WHAT IS REQUIRED> Print out each record below, unaltered and complete, without its images.

SOURCE INFORMATION>
★ ★ ★ ★ ★ ★ ★

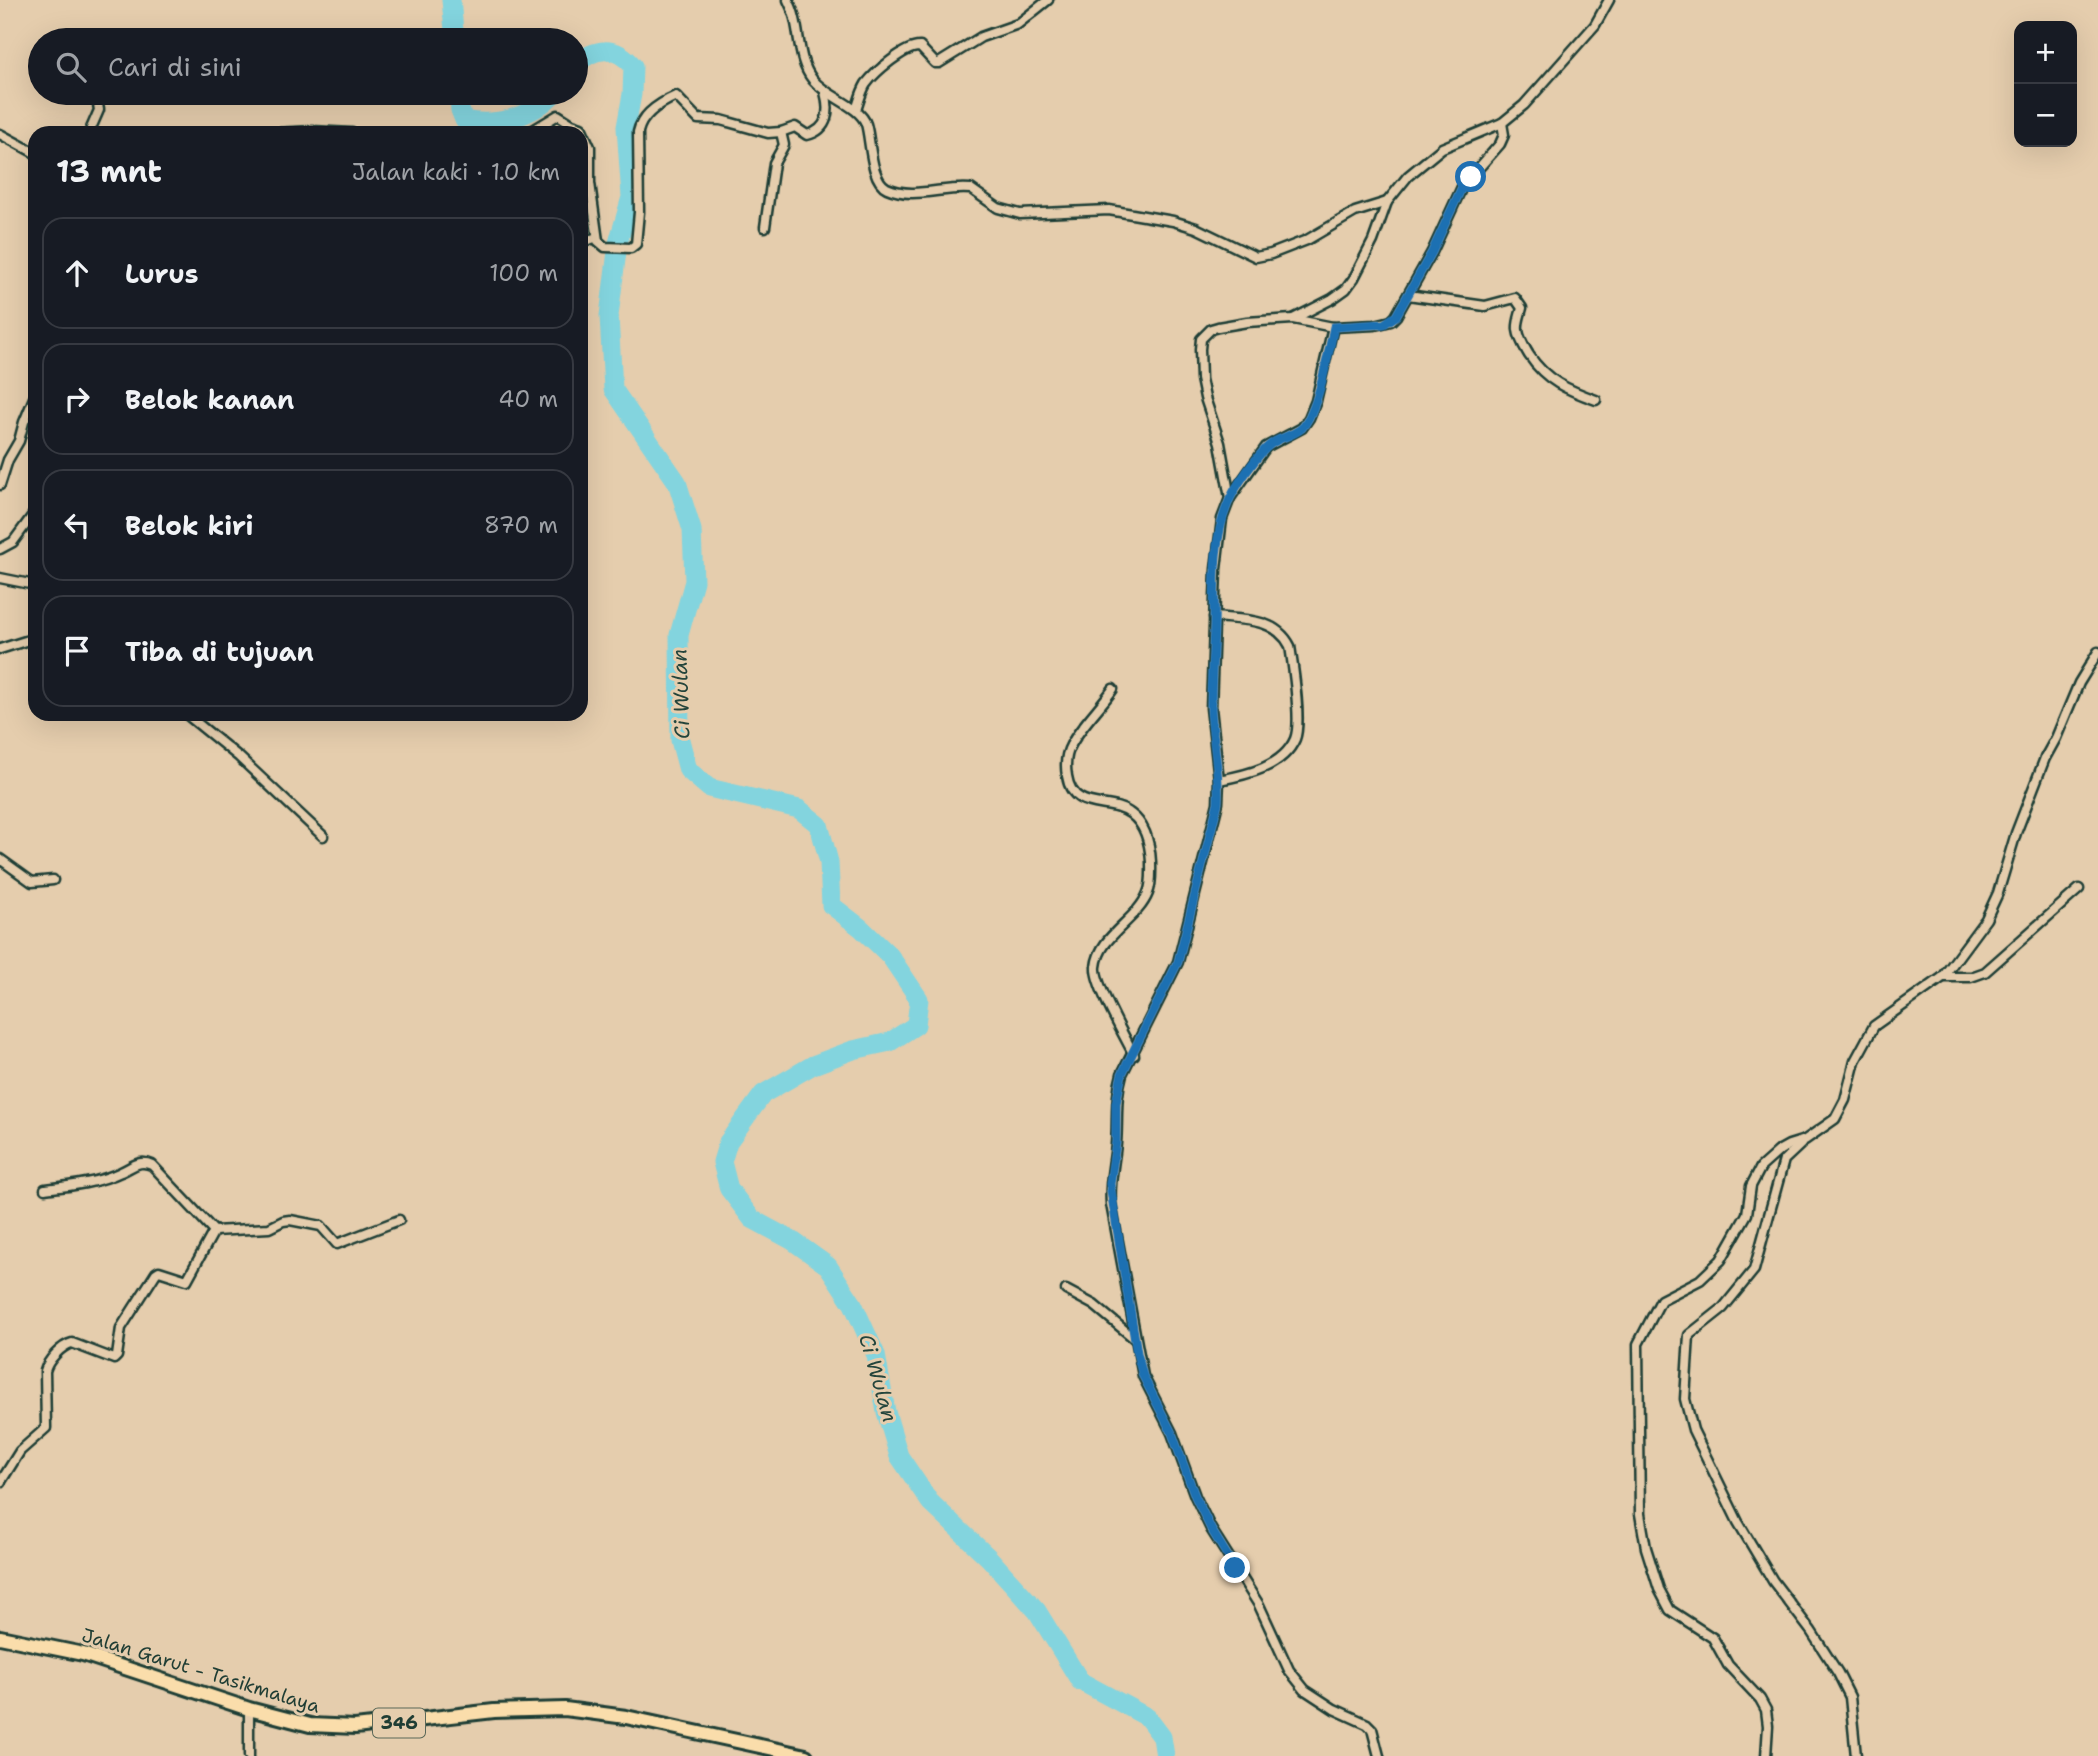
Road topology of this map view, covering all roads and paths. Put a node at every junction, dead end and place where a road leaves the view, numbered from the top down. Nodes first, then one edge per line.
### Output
1 (788, 0) edge
2 (1048, 0) edge
3 (1609, 0) edge
4 (825, 92) junction
5 (98, 105) edge
6 (856, 110) junction
7 (1502, 123) junction
8 (92, 126) edge
9 (539, 126) edge
10 (578, 126) edge
11 (781, 132) junction
12 (0, 134) edge
13 (588, 142) edge
14 (28, 149) edge
15 (1387, 202) junction
16 (765, 227) dead end
17 (597, 237) junction
18 (588, 240) edge
19 (1408, 295) junction
20 (1293, 319) junction
21 (1334, 327) junction
22 (1596, 400) dead end
23 (28, 412) edge
24 (0, 485) edge
25 (1230, 498) junction
26 (28, 522) edge
27 (0, 549) edge
28 (0, 578) edge
29 (28, 584) edge
30 (1214, 617) junction
31 (28, 640) edge
32 (0, 649) edge
33 (2098, 652) edge
34 (1113, 689) dead end
35 (195, 721) edge
36 (1219, 780) junction
37 (323, 836) dead end
38 (0, 859) edge
39 (53, 880) dead end
40 (2078, 889) dead end
41 (1943, 977) junction
42 (1134, 1055) junction
43 (1805, 1140) junction
44 (45, 1189) dead end
45 (399, 1220) dead end
46 (214, 1231) junction
47 (1066, 1290) dead end
48 (1135, 1339) junction
49 (0, 1483) edge
50 (0, 1637) edge
51 (249, 1709) junction
52 (249, 1756) edge
53 (806, 1756) edge
54 (1379, 1756) edge
55 (1766, 1756) edge
56 (1856, 1756) edge

1 - 4 street
2 - 6 street
3 - 7 street
4 - 6 street
4 - 11 street
5 - 8 street
6 - 15 street
7 - 15 street
7 - 19 street
9 - 10 street
11 - 16 street
11 - 17 street
12 - 14 street
13 - 17 street
15 - 20 street
17 - 18 street
19 - 21 street
19 - 22 street
20 - 21 street
20 - 25 street
21 - 25 street
23 - 24 street
25 - 30 street
26 - 27 street
28 - 29 street
30 - 36 street
30 - 36 street
31 - 32 street
33 - 41 street
34 - 42 street
35 - 37 street
36 - 42 street
38 - 39 street
40 - 41 street
41 - 43 street
42 - 48 street
43 - 55 street
43 - 56 street
44 - 46 street
45 - 46 street
46 - 49 street
47 - 48 street
48 - 54 street
50 - 51 main road, Jalan Garut - Tasikmalaya / 346
51 - 52 street
51 - 53 main road, Jalan Garut - Tasikmalaya / 346

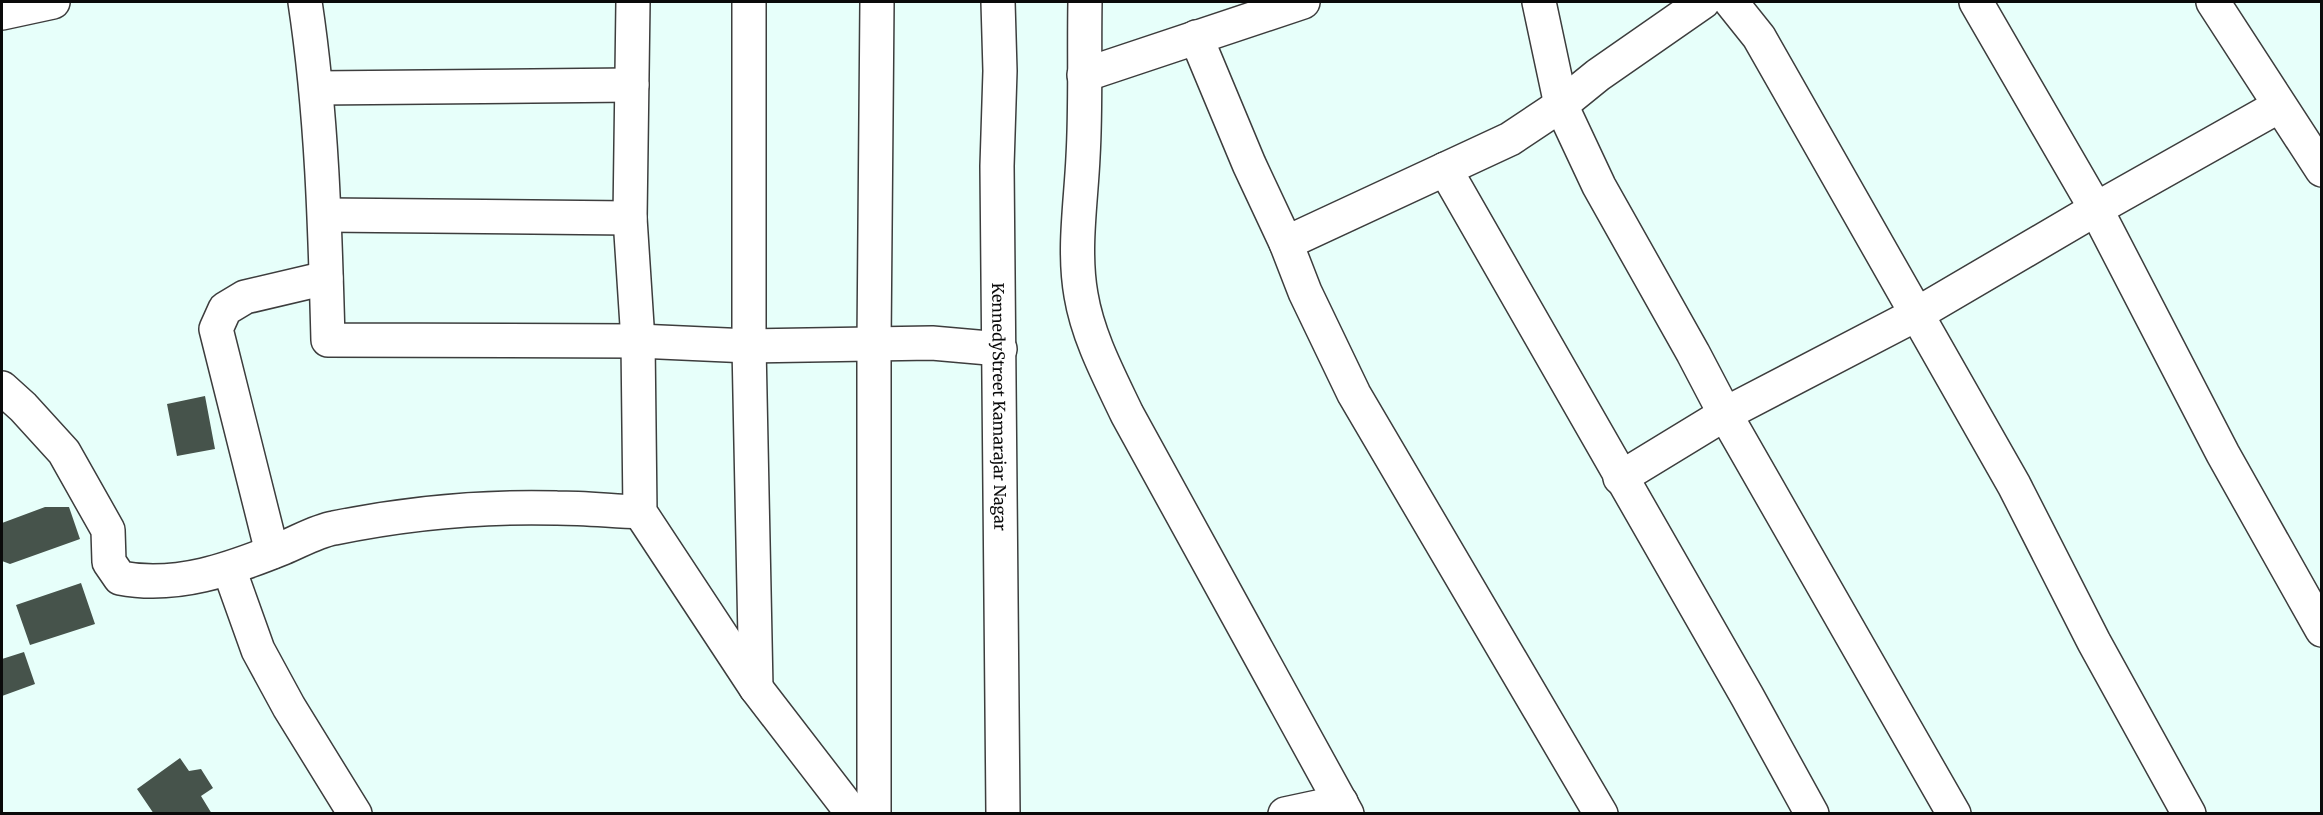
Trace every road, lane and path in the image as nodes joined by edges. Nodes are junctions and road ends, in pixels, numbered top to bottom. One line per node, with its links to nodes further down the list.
1 (53, 2): 14 (street)
2 (305, 2): 18 (street)
3 (633, 2): 17 (street)
4 (749, 2): 31 (street)
5 (877, 2): 30 (street)
6 (998, 2): 32 (street, KennedyStreet Kamarajar Nagar)
7 (1084, 2): 16 (street)
8 (1303, 2): 15 (street)
9 (1539, 2): 19 (street)
10 (1703, 2): 19 (street)
11 (1731, 2): 28 (street)
12 (1976, 2): 23 (street)
13 (2213, 2): 20 (street)
14 (2, 14)
15 (1196, 37): 16 (street); 26 (street)
16 (1084, 75): 41 (street)
17 (632, 85): 18 (street); 25 (street)
18 (316, 88): 24 (street)
19 (1561, 105): 21 (street); 34 (street)
20 (2279, 106): 22 (street); 23 (street)
21 (1444, 169): 26 (street); 35 (street)
22 (2322, 170)
23 (2096, 209): 28 (street); 39 (street)
24 (324, 215): 25 (street); 27 (street)
25 (630, 218): 29 (street)
26 (1286, 243): 47 (street)
27 (326, 278): 29 (street); 37 (street)
28 (1917, 314): 34 (street); 50 (street)
29 (638, 341): 31 (street); 36 (street)
30 (874, 343): 31 (street); 32 (street); 44 (street)
31 (749, 346): 40 (street)
32 (1000, 349): 45 (street, KennedyStreet Kamarajar Nagar)
33 (2, 388): 38 (street)
34 (1725, 414): 35 (street); 49 (street)
35 (1620, 478): 48 (street)
36 (640, 512): 37 (street); 40 (street)
37 (272, 552): 38 (street)
38 (229, 569): 42 (street)
39 (2322, 630)
40 (756, 688): 43 (street)
41 (1344, 808): 46 (street)
42 (355, 813)
43 (853, 813)
44 (874, 813)
45 (1003, 813)
46 (1285, 813)
47 (1601, 813)
48 (1812, 813)
49 (1954, 813)
50 (2189, 813)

★ ★ ★ ★ ★ ★ ★

EXERCISE SOLUTION>
Road topology of this map view, covering all roads and paths. Put a node at every junction, dead end and place where a road leaves the view, numbered from the top down. Nodes first, then one edge per line.
### Output
1 (788, 0) edge
2 (1048, 0) edge
3 (1609, 0) edge
4 (825, 92) junction
5 (98, 105) edge
6 (856, 110) junction
7 (1502, 123) junction
8 (92, 126) edge
9 (539, 126) edge
10 (578, 126) edge
11 (781, 132) junction
12 (0, 134) edge
13 (588, 142) edge
14 (28, 149) edge
15 (1387, 202) junction
16 (765, 227) dead end
17 (597, 237) junction
18 (588, 240) edge
19 (1408, 295) junction
20 (1293, 319) junction
21 (1334, 327) junction
22 (1596, 400) dead end
23 (28, 412) edge
24 (0, 485) edge
25 (1230, 498) junction
26 (28, 522) edge
27 (0, 549) edge
28 (0, 578) edge
29 (28, 584) edge
30 (1214, 617) junction
31 (28, 640) edge
32 (0, 649) edge
33 (2098, 652) edge
34 (1113, 689) dead end
35 (195, 721) edge
36 (1219, 780) junction
37 (323, 836) dead end
38 (0, 859) edge
39 (53, 880) dead end
40 (2078, 889) dead end
41 (1943, 977) junction
42 (1134, 1055) junction
43 (1805, 1140) junction
44 (45, 1189) dead end
45 (399, 1220) dead end
46 (214, 1231) junction
47 (1066, 1290) dead end
48 (1135, 1339) junction
49 (0, 1483) edge
50 (0, 1637) edge
51 (249, 1709) junction
52 (249, 1756) edge
53 (806, 1756) edge
54 (1379, 1756) edge
55 (1766, 1756) edge
56 (1856, 1756) edge

1 - 4 street
2 - 6 street
3 - 7 street
4 - 6 street
4 - 11 street
5 - 8 street
6 - 15 street
7 - 15 street
7 - 19 street
9 - 10 street
11 - 16 street
11 - 17 street
12 - 14 street
13 - 17 street
15 - 20 street
17 - 18 street
19 - 21 street
19 - 22 street
20 - 21 street
20 - 25 street
21 - 25 street
23 - 24 street
25 - 30 street
26 - 27 street
28 - 29 street
30 - 36 street
30 - 36 street
31 - 32 street
33 - 41 street
34 - 42 street
35 - 37 street
36 - 42 street
38 - 39 street
40 - 41 street
41 - 43 street
42 - 48 street
43 - 55 street
43 - 56 street
44 - 46 street
45 - 46 street
46 - 49 street
47 - 48 street
48 - 54 street
50 - 51 main road, Jalan Garut - Tasikmalaya / 346
51 - 52 street
51 - 53 main road, Jalan Garut - Tasikmalaya / 346

Trace every road, lane and path in the image as nodes joined by edges. Nodes are junctions and road ends, in pixels, numbered top to bottom. One line per node, with its links to nodes further down the list.
1 (53, 2): 14 (street)
2 (305, 2): 18 (street)
3 (633, 2): 17 (street)
4 (749, 2): 31 (street)
5 (877, 2): 30 (street)
6 (998, 2): 32 (street, KennedyStreet Kamarajar Nagar)
7 (1084, 2): 16 (street)
8 (1303, 2): 15 (street)
9 (1539, 2): 19 (street)
10 (1703, 2): 19 (street)
11 (1731, 2): 28 (street)
12 (1976, 2): 23 (street)
13 (2213, 2): 20 (street)
14 (2, 14)
15 (1196, 37): 16 (street); 26 (street)
16 (1084, 75): 41 (street)
17 (632, 85): 18 (street); 25 (street)
18 (316, 88): 24 (street)
19 (1561, 105): 21 (street); 34 (street)
20 (2279, 106): 22 (street); 23 (street)
21 (1444, 169): 26 (street); 35 (street)
22 (2322, 170)
23 (2096, 209): 28 (street); 39 (street)
24 (324, 215): 25 (street); 27 (street)
25 (630, 218): 29 (street)
26 (1286, 243): 47 (street)
27 (326, 278): 29 (street); 37 (street)
28 (1917, 314): 34 (street); 50 (street)
29 (638, 341): 31 (street); 36 (street)
30 (874, 343): 31 (street); 32 (street); 44 (street)
31 (749, 346): 40 (street)
32 (1000, 349): 45 (street, KennedyStreet Kamarajar Nagar)
33 (2, 388): 38 (street)
34 (1725, 414): 35 (street); 49 (street)
35 (1620, 478): 48 (street)
36 (640, 512): 37 (street); 40 (street)
37 (272, 552): 38 (street)
38 (229, 569): 42 (street)
39 (2322, 630)
40 (756, 688): 43 (street)
41 (1344, 808): 46 (street)
42 (355, 813)
43 (853, 813)
44 (874, 813)
45 (1003, 813)
46 (1285, 813)
47 (1601, 813)
48 (1812, 813)
49 (1954, 813)
50 (2189, 813)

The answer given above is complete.